» ASSIGNED TASK
Go through the entries, filter for the word "Joffre", and copy every line that has it.

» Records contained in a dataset

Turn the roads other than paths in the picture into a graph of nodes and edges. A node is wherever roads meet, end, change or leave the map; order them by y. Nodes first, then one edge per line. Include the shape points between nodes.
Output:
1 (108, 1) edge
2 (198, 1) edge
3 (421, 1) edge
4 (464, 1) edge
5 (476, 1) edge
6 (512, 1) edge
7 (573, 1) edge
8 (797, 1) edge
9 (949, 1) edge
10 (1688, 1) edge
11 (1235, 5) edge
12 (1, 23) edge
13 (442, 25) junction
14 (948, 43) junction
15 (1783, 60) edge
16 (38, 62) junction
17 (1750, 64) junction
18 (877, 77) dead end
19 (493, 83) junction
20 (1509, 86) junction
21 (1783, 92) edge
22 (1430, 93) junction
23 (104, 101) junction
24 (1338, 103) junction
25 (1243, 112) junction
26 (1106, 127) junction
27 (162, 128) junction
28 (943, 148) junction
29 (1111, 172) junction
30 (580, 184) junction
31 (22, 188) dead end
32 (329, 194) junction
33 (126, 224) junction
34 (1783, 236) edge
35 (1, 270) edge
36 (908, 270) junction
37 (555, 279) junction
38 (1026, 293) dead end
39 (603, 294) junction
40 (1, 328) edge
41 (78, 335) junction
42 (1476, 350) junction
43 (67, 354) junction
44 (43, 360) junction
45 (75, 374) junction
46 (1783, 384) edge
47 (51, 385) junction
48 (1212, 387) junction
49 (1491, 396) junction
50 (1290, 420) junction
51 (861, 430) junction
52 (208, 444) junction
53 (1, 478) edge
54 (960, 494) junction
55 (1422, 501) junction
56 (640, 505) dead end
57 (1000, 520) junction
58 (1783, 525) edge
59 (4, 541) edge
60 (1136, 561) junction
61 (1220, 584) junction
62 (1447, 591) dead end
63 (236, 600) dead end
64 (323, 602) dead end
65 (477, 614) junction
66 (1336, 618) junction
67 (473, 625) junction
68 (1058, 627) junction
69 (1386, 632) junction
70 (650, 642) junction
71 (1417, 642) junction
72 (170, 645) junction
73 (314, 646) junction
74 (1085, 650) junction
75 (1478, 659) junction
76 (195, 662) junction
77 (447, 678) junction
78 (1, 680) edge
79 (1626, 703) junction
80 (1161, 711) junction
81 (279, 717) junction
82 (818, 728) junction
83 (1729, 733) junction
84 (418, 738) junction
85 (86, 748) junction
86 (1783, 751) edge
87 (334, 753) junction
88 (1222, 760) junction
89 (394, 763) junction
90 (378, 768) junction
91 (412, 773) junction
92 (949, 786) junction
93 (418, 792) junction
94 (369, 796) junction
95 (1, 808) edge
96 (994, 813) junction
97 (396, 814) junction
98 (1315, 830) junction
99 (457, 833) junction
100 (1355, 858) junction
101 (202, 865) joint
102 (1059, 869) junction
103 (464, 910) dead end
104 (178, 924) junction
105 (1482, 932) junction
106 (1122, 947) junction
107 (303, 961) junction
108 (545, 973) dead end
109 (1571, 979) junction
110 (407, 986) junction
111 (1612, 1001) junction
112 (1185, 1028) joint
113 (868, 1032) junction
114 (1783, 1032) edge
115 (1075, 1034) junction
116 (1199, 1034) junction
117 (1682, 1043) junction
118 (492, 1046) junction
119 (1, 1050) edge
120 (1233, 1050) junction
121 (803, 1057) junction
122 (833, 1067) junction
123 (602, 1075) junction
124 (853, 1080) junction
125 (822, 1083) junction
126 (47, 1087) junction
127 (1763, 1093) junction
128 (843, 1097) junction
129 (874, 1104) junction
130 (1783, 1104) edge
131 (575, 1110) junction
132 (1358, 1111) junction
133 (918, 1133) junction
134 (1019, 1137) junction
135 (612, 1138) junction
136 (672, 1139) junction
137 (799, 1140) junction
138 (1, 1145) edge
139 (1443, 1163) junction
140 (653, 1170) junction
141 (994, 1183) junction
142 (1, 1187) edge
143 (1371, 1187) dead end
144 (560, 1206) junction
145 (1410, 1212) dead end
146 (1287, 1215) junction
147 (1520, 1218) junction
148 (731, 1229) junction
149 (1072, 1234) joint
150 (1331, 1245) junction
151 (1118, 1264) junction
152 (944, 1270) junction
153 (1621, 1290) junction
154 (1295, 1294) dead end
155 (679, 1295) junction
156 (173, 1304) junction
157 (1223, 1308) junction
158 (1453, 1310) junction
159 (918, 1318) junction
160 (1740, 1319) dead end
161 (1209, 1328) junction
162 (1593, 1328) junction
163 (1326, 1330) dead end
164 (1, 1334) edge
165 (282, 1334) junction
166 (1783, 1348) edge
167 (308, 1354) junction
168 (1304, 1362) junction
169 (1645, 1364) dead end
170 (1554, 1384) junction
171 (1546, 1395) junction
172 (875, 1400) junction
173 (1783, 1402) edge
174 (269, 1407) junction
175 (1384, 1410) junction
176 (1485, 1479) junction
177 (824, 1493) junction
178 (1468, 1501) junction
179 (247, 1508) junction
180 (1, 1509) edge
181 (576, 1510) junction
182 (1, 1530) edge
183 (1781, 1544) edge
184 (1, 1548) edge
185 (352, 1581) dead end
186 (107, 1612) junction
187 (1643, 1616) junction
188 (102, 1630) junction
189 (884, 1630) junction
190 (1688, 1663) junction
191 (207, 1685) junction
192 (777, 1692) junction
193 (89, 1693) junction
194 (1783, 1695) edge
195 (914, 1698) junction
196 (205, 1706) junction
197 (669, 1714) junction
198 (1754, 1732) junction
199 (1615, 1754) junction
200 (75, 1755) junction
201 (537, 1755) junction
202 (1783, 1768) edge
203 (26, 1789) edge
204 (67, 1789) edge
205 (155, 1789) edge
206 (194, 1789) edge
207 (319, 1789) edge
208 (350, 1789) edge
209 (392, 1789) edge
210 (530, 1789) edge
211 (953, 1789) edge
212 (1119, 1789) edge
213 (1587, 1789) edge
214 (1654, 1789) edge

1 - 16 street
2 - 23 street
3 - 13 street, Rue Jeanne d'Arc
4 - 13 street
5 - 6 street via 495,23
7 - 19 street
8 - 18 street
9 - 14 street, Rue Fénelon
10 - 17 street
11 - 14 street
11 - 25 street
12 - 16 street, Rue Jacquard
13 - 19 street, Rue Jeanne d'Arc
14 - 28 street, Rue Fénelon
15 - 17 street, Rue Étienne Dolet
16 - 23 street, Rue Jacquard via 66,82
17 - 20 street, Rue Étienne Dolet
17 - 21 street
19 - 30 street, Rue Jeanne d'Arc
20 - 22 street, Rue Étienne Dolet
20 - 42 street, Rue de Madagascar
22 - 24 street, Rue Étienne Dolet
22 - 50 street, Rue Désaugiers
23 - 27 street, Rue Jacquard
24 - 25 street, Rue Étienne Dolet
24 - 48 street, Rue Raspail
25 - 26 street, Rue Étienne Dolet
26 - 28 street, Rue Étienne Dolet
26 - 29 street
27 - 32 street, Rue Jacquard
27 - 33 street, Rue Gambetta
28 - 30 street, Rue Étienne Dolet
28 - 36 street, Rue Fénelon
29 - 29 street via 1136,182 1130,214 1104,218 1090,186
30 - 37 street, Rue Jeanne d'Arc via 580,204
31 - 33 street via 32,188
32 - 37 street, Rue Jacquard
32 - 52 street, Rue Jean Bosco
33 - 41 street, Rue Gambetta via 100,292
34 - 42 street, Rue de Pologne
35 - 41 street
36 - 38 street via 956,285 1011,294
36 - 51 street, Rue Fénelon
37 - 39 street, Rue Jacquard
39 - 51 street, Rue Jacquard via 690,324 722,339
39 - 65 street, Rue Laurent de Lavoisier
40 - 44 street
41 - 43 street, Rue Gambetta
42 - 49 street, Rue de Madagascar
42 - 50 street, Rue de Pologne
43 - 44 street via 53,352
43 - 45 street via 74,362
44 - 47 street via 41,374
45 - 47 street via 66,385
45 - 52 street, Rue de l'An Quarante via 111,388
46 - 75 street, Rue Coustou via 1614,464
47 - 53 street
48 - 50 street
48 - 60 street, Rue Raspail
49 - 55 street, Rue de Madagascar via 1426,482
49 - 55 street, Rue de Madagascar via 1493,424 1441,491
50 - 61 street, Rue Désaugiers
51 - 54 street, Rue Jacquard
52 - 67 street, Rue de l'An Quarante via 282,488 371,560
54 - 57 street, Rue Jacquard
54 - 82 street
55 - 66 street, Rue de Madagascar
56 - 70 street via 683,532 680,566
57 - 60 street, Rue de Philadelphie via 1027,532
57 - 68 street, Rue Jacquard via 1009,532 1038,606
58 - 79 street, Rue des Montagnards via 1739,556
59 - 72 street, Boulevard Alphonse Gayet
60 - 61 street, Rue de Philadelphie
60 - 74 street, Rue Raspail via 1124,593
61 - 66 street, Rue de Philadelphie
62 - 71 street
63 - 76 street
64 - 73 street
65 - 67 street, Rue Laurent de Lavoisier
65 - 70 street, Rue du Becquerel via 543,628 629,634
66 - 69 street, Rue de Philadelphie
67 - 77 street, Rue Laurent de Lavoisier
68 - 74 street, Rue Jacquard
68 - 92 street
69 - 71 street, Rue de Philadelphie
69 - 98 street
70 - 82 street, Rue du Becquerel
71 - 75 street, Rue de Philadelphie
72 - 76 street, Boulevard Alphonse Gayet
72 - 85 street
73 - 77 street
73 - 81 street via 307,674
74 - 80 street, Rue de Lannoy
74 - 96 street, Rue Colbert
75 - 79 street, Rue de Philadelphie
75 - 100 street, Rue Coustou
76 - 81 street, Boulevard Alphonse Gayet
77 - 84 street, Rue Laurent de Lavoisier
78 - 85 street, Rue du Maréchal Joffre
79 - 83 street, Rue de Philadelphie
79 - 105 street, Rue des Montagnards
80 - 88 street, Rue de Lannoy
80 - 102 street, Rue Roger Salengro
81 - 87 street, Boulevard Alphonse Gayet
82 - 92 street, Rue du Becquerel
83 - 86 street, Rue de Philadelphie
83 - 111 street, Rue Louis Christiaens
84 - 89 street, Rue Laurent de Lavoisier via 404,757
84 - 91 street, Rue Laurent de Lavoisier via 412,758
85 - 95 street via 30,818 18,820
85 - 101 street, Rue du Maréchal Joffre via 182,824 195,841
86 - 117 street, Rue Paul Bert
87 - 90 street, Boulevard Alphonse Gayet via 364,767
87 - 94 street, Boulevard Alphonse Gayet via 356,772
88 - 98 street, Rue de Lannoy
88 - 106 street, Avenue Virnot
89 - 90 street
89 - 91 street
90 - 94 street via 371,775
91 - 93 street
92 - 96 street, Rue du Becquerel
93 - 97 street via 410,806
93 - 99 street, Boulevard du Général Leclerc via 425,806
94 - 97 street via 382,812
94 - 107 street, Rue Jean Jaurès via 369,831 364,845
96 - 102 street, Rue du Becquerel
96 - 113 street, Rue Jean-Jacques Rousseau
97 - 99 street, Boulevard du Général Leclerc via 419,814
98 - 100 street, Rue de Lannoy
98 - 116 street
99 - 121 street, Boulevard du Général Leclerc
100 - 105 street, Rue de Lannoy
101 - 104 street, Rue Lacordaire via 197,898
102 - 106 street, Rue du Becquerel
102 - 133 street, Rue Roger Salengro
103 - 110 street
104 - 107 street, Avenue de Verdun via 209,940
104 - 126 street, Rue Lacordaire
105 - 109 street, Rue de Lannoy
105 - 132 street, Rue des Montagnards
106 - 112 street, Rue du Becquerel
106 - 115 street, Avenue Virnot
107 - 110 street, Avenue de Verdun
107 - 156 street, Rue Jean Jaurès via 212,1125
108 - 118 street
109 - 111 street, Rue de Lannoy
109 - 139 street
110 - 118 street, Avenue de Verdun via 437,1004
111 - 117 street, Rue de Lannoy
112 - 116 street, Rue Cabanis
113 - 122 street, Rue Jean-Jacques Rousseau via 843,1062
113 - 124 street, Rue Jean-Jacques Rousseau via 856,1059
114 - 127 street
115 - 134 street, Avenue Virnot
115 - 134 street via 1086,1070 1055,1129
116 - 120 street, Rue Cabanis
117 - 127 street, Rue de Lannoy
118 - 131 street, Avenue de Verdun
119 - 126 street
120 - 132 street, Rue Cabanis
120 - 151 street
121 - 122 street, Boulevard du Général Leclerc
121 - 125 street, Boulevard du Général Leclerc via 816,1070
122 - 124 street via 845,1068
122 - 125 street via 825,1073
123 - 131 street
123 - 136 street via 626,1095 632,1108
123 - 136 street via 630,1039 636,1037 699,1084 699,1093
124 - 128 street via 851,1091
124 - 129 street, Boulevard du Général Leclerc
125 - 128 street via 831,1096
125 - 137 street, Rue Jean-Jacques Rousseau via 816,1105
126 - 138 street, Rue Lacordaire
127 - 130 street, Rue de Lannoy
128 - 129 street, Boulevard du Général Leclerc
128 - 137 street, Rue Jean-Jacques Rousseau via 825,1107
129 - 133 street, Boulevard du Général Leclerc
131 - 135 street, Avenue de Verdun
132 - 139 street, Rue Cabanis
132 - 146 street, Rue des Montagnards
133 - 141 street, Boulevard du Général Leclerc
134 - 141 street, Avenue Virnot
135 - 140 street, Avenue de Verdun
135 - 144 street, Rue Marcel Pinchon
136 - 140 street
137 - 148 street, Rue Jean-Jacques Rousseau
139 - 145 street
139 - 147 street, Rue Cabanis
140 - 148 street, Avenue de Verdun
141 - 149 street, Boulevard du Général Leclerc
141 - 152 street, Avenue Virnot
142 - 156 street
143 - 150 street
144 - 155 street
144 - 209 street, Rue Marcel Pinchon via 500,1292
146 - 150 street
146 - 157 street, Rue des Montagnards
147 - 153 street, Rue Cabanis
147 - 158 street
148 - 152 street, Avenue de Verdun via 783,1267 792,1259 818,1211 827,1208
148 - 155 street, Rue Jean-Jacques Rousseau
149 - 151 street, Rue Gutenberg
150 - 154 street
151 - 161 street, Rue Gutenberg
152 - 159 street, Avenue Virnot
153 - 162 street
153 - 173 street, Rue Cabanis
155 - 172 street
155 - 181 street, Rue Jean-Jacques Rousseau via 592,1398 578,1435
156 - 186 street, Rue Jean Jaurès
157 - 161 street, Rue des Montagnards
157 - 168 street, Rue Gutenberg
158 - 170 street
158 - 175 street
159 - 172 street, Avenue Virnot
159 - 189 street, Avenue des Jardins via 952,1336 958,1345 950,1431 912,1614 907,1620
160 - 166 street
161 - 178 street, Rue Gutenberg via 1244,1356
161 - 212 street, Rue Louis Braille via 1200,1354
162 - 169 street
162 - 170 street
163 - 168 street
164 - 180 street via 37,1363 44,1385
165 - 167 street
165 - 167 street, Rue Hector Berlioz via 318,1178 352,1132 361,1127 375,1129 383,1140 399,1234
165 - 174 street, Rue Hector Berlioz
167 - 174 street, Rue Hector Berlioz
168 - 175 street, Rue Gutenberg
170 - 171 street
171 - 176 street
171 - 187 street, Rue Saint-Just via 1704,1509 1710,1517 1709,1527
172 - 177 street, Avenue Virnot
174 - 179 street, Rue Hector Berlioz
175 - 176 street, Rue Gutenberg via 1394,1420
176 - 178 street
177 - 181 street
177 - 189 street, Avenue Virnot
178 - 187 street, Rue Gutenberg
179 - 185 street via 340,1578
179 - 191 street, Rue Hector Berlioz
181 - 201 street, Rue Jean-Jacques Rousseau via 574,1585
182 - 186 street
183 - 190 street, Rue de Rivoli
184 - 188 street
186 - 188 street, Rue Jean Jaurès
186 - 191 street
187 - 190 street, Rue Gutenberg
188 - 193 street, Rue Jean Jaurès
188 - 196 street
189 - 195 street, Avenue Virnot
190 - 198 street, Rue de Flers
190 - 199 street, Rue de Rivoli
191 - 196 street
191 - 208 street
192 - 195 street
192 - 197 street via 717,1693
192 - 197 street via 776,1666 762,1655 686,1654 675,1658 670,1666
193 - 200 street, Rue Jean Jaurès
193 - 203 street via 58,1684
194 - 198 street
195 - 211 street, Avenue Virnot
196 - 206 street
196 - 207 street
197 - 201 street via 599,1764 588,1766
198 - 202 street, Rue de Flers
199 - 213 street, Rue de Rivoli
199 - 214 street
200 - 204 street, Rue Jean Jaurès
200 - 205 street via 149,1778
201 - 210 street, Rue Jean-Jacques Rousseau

» YOUR RESPONSE
78 - 85 street, Rue du Maréchal Joffre
85 - 101 street, Rue du Maréchal Joffre via 182,824 195,841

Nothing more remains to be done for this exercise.